Health literacy: developing accessible digital interventions Seminar
- Time:
- 15:00 - 16:00
- Date:
- 13 June 2016
- Venue:
- Building 44 (Shackleton), Room 1057 L/T B
For more information regarding this seminar, please telephone Sue McNally on 02380 595150 or email S.McNally@soton.ac.uk .
Event details
The past 25 years has seen extraordinary growth in interest in health literacy, but there are important unanswered questions around issues such as defining and measuring health literacy and how best to develop interventions to improve health literacy outcomes. As part of an EU funded project we carried out a study to investigate how best to design digital interventions to improve health literacy outcomes in people with high and low levels of health literacy. A key aim was to evaluate the impact of interactivity and audio-visual features on engagement with the intervention. We therefore developed an interactive web-based intervention and compared it to a plain text version of the intervention in a study of 1041 people from 5 different countries. This seminar will consider and discuss some of the core concepts and issues around health literacy, and discuss key findings from our research.
Speaker information
Professor Don Nutbeam , University of Sydney. I returned to Sydney in February 2016 following a six-year term of office in as Vice-Chancellor of the University of Southampton, UK. I now share my time as a Professor of Public Health at the University of Sydney, and a Senior Advisor at the Sax Institute, an independent, not for profit organization dedicated to knowledge transfer for better public policy. My career has spanned positions in universities, government, health services and an independent health research institute. This includes a series of University leadership roles in Australia and the UK, and a period as a senior public servant, Head of Public Health in the UK Department of Health during the Blair government (2000-3). In this latter role I was responsible for managing a large Division of the Department, leading policy development across government on a range of complex and large-scale public health challenges.
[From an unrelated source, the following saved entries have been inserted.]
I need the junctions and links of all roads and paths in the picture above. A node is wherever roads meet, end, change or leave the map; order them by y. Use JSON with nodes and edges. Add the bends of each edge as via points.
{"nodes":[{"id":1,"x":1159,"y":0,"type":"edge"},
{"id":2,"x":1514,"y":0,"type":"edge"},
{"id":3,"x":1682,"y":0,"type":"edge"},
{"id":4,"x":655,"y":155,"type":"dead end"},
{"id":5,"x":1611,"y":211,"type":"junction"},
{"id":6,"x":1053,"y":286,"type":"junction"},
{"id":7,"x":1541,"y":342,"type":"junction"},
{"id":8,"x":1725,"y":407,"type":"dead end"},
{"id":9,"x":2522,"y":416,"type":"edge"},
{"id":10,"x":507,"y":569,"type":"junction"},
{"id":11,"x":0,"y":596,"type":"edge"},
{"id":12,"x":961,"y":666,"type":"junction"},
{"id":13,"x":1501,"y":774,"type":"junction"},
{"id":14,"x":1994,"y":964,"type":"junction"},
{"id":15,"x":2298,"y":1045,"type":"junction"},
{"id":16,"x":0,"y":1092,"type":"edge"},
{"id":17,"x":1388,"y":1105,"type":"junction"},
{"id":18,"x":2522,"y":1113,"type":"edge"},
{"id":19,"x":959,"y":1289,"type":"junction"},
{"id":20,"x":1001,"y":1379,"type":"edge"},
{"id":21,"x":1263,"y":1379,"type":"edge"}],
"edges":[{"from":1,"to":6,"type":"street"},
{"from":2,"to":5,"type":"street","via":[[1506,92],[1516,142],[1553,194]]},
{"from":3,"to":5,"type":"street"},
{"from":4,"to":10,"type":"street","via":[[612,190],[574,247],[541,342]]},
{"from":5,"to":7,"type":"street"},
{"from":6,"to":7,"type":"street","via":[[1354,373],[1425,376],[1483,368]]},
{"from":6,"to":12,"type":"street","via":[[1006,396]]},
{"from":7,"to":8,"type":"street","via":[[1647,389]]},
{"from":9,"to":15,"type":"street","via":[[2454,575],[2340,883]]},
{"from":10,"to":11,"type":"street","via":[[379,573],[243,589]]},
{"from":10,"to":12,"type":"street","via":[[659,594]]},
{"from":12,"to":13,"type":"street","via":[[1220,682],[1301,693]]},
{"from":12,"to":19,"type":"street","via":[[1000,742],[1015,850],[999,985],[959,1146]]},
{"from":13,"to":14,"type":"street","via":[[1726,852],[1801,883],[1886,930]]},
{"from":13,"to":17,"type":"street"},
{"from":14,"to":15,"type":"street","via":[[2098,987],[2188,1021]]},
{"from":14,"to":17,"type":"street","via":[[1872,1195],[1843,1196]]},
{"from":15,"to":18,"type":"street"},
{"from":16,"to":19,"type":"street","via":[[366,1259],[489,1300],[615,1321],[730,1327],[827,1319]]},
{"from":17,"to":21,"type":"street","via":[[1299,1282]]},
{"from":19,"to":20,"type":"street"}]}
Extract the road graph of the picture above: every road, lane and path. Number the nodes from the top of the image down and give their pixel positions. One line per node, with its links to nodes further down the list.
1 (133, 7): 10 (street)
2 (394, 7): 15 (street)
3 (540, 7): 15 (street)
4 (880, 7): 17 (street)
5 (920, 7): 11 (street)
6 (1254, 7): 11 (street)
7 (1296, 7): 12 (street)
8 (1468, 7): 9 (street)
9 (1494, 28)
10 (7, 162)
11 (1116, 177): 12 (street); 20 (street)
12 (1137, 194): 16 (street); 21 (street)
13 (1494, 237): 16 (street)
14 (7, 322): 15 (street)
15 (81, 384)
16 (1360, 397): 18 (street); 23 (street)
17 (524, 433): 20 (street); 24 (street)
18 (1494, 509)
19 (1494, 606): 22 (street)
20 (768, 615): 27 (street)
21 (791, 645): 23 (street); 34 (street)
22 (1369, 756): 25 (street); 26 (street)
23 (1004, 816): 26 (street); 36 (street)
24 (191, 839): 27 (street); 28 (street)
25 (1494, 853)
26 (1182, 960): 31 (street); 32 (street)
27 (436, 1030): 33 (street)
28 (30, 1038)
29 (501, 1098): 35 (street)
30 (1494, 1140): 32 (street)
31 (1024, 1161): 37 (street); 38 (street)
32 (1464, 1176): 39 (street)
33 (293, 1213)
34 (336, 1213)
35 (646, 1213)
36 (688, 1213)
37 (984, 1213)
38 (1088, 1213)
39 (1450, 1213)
Professor Lucy Yardley ,Lucy Yardley is Professor of Health Psychology at the University of Southampton and Director of the Centre for Applications of Health Psychology (CAHP). Currently her main research focus is on using the internet to support self-management of health. She pioneered the development of the unique ‘LifeGuide’ open source software for developing web-based intervention (www.lifeguideonline.org), and led the ‘UBhave’ programme to develop software for creating interventions for mobile phones (the ‘LifeGuide Toolbox’). Her current programme of research addresses key questions such as how to maximise engagement with digital interventions and how best to integrate digital support for self-management of health with existing health promotion and healthcare services. These questions are being addressed by the development and evaluation of numerous web-based healthcare interventions funded by over £30 million from the UK research councils, NIHR, medical charities and EC; these include interventions to support weight management, physical activity, reduction of infection transmission and antibiotic over-use, and self-management of numerous long-term health conditions (including cancer, hypertension, diabetes, back pain and dizziness). She has developed and applied the ‘person-based’ approach to using mixed methods for intervention development, resulting in very effective interventions published in the Lancet, BMJ and Annals of Internal Medicine. She has a longstanding interest in empowering people in the community to take control over their illness and treatment and is a core member of the NICE (National Institute for Clinical Excellence) public health committee A.